The out-of-court settlement is deemed completed after the state registration of titles to all mortgaged property items securing the principal obligation:
– in the name of a mortgagee (if the mortgaged property item is foreclosed in favour of the mortgagee);
– in the name of a buyer (if the mortgaged property item is foreclosed through the sale thereof by the mortgagee to the third party).”
Earlier, the creditor which forecloses the mortgaged property without a trial could not file any subsequent claims to the debtor (even the total amount of debt substantially exceeds the value of the mortgaged property). However, the current situation has changed. Law No. 2478-VIII allows the creditor to claim the repayment of debt in the amount remaining after the extrajudicial mortgage foreclosure unless otherwise provided by the mortgage agreement. However, the said provision does not automatically apply to individual debtors. For being applicable, this provision must be explicitly stated in the respective mortgage agreement. It is worth noting that the majority of practicing banking lawyers believe that the said amendments are one of the most important ones out of those introduced by Law No. 2478-VIII.

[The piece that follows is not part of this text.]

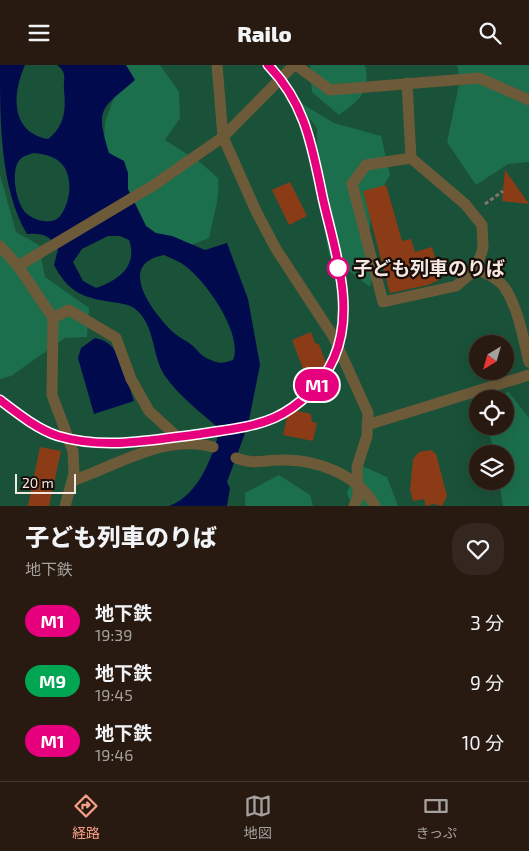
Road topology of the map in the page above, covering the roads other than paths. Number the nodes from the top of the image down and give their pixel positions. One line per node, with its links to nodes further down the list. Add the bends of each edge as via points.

Therefore, according to lawmakers, due to elimination of gaps in the laws establishing the procedure for and the mechanism of the out-of-court foreclosure on mortgages property items and application of the provisions to the relations established prior to the adoption of the Law, the mortgagees will apply the extrajudicial mortgage foreclosure more often. That is very important for the effective protection of rights of the mortgagees, given that the extrajudicial method is more cost-efficient and less time-consuming way of mortgage foreclosing as compared to the judicial one.